### TASK ITEM
Your task is to find every line of the listing that includes "Sandbach" and copy it.
**** DATA SHOWN
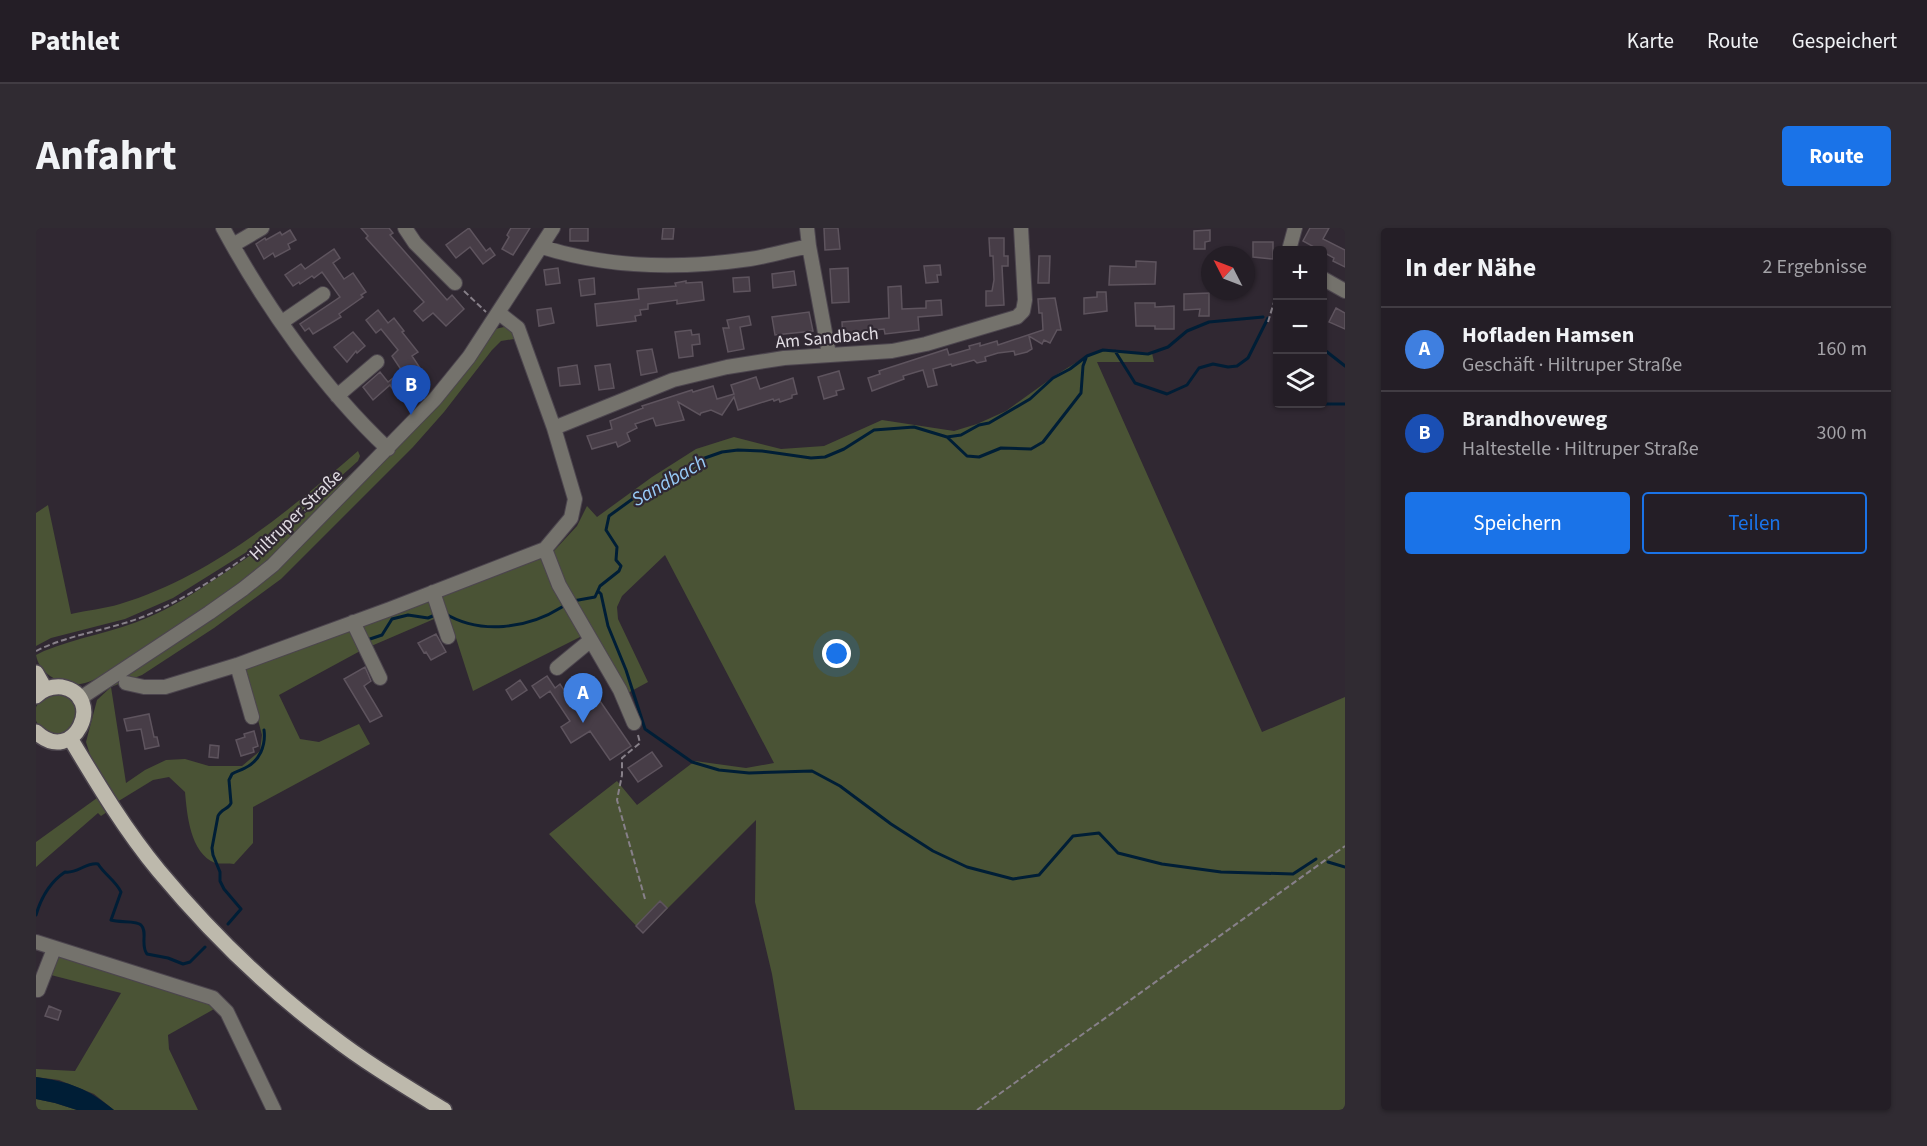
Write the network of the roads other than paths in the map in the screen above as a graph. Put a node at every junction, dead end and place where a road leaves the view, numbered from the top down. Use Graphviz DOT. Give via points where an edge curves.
graph roads {
  1 [pos="223,228"];
  2 [pos="262,228"];
  3 [pos="405,228"];
  4 [pos="553,228"];
  5 [pos="807,228"];
  6 [pos="1021,228"];
  7 [pos="1295,228"];
  8 [pos="232,245"];
  9 [pos="809,246"];
  10 [pos="1289,246"];
  11 [pos="542,247"];
  12 [pos="1327,280"];
  13 [pos="455,283"];
  14 [pos="1345,291"];
  15 [pos="323,294"];
  16 [pos="494,313"];
  17 [pos="282,322"];
  18 [pos="829,354"];
  19 [pos="377,362"];
  20 [pos="337,396"];
  21 [pos="554,428"];
  22 [pos="388,449"];
  23 [pos="545,549"];
  24 [pos="433,592"];
  25 [pos="353,622"];
  26 [pos="448,637"];
  27 [pos="591,640"];
  28 [pos="237,664"];
  29 [pos="557,668"];
  30 [pos="36,673"];
  31 [pos="380,678"];
  32 [pos="126,683"];
  33 [pos="41,693"];
  34 [pos="79,699"];
  35 [pos="252,717"];
  36 [pos="634,723"];
  37 [pos="36,732"];
  38 [pos="70,738"];
  39 [pos="36,942"];
  40 [pos="54,949"];
  41 [pos="36,989"];
  42 [pos="274,1110"];
  43 [pos="444,1110"];
  1 -- 8 [label="street"];
  2 -- 8 [label="street"];
  3 -- 13 [label="street"];
  4 -- 11 [label="street, Hiltruper Straße"];
  5 -- 9 [label="street"];
  6 -- 18 [label="street, Am Sandbach" via="1025,300 1017,317 892,351"];
  7 -- 10 [label="street"];
  8 -- 17 [label="street"];
  9 -- 11 [label="street" via="752,259 640,265 570,256"];
  9 -- 18 [label="street"];
  11 -- 16 [label="street, Hiltruper Straße"];
  12 -- 14 [label="street"];
  15 -- 17 [label="street"];
  16 -- 21 [label="street" via="518,328"];
  16 -- 22 [label="street, Hiltruper Straße" via="469,357"];
  17 -- 20 [label="street"];
  18 -- 21 [label="street, Am Sandbach" via="727,367 673,380"];
  19 -- 20 [label="street"];
  20 -- 22 [label="street"];
  21 -- 23 [label="street" via="575,498 571,518"];
  22 -- 34 [label="street, Hiltruper Straße" via="243,590"];
  23 -- 24 [label="street"];
  23 -- 27 [label="street" via="559,585"];
  24 -- 25 [label="street"];
  24 -- 26 [label="street"];
  25 -- 28 [label="street"];
  25 -- 31 [label="street"];
  27 -- 29 [label="street"];
  27 -- 36 [label="street"];
  28 -- 32 [label="street" via="165,687"];
  28 -- 35 [label="street"];
  30 -- 33 [label="main road"];
  33 -- 34 [label="main road" via="64,688"];
  34 -- 38 [label="main road" via="84,719"];
  37 -- 38 [label="main road" via="52,741"];
  38 -- 43 [label="main road" via="98,786 158,870 252,969 330,1035"];
  39 -- 40 [label="street"];
  40 -- 41 [label="street"];
  40 -- 42 [label="street" via="213,998 227,1012"];
}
********
### REPLY
  6 -- 18 [label="street, Am Sandbach" via="1025,300 1017,317 892,351"];
  18 -- 21 [label="street, Am Sandbach" via="727,367 673,380"];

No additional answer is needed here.